Livres hebdo, 15 septembre 2022, par Kerenn Elkaïm

Identité brisée

Le premier roman d’Emma Marsantes réunit les fragments secrets d’une bombe familiale, qui explose grâce à la puissance d’une écriture poétique.

« Je ne suis ni vivante ni survivance, je suis simplement restante, comme la peau morte de sa mue. » Il faut parfois une vie pour que les mots cheminent jusqu’à l’encrier et au papier, susceptible d’absorber autant de silences que de souffrances. L’art sert ainsi de buvard à tous les cris étouffés, à toutes les larmes desséchées… À condition de suivre la voie de la transformation, non de la simple confession. Avec la poétesse et photographe conceptuelle Emma Marsantes, on assiste clairement au déploiement des ailes d’un écrivain. Elle, qui a longtemps enseigné le français aux autres, trouve sa propre voix à soixante printemps. Résultat : un choc, une déflagration tant au niveau des émotions que des mots éblouissants malgré leur noirceur. « Comment survit-on ? On ne survit pas. On attend », dans un moi éternellement en suspens, qui doit bien revenir un jour aux origines du mal. « Il y a les familles où l’on transmet le plaisir d’apprendre. Et puis il y a des familles où l’on apprend à mourir. » Mia a été à bonne école, puisque sa mère s’est suicidée et qu’elle-même n’a pas cessé de s’éteindre à petits feux. Difficile de surmonter cet arrachement culpabilisant, prolongeant un lien compliqué. « Ceux qui nous abandonnent s’enfoncent dans nos crânes comme des clous. » La figure maternelle idolâtrée n’a jamais réussi à tenir son rôle vis-à-vis de cette fille en quête d’amour et de protection. De par ses dépressions postnatales, sa folie mélancolique et son décalage permanent, elle semblait incapable de tisser des liens stables. « Qui en moi détruit-elle », se demande la narratrice en plongeant au plus profond de ses souvenirs éhontés et troublés. Tous les monstres remontent à la surface des apparences trompeuses. « Chez nous, il ne se dit rien. Tout est lisse. Mur d’os. »
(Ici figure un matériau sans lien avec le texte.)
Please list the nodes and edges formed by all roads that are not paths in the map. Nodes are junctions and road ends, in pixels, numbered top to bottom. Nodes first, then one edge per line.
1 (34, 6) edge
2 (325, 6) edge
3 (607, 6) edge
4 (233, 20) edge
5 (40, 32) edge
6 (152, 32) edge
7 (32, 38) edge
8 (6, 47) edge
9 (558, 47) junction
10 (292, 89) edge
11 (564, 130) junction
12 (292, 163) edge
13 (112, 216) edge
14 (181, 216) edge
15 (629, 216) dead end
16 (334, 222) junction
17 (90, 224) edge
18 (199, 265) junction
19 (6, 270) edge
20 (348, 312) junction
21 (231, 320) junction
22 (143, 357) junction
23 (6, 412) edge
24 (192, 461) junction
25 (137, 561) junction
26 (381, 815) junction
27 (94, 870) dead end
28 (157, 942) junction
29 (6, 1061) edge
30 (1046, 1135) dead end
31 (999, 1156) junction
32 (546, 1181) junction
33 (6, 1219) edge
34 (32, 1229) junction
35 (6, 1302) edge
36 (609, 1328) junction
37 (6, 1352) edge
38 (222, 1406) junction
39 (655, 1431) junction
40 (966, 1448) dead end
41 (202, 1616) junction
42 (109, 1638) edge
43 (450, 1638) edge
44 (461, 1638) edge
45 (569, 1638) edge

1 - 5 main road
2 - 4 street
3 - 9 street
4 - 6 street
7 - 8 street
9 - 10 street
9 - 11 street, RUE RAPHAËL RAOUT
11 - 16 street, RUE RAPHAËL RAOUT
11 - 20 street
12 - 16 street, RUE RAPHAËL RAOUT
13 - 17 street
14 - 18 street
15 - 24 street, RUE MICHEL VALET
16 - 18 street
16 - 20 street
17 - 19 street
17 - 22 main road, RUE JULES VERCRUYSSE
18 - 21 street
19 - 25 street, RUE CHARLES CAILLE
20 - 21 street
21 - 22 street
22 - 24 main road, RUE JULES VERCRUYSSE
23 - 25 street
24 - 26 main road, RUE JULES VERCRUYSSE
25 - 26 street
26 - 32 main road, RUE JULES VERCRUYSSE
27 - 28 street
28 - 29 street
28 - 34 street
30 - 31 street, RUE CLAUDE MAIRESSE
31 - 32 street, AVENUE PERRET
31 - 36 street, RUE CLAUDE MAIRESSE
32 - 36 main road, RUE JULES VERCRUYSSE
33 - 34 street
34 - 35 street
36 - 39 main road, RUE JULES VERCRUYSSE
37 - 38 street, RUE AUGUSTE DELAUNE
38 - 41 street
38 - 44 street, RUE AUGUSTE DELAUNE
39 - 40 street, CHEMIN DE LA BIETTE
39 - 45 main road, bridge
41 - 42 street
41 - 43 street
Les traumas s’enchaînent et se déchaînent dans la petite tête de Mia qui ne sait pas trop comment grandir. « Je suis sablonneuse. Qui est “je”, de ce que j’essaie d’être, et de ce qui me déborde et m’emporte, me châtre ? En vérité mon cerveau est mort. » Il pousse pourtant ici un vagissement, aussi littéraire que désespérant, tant il faut une force incroyable pour ne pas vaciller. « La vie aux trousses. Disfractionnée. Défracturée », mais bel et bien en harmonie avec ce somptueux chant écrit.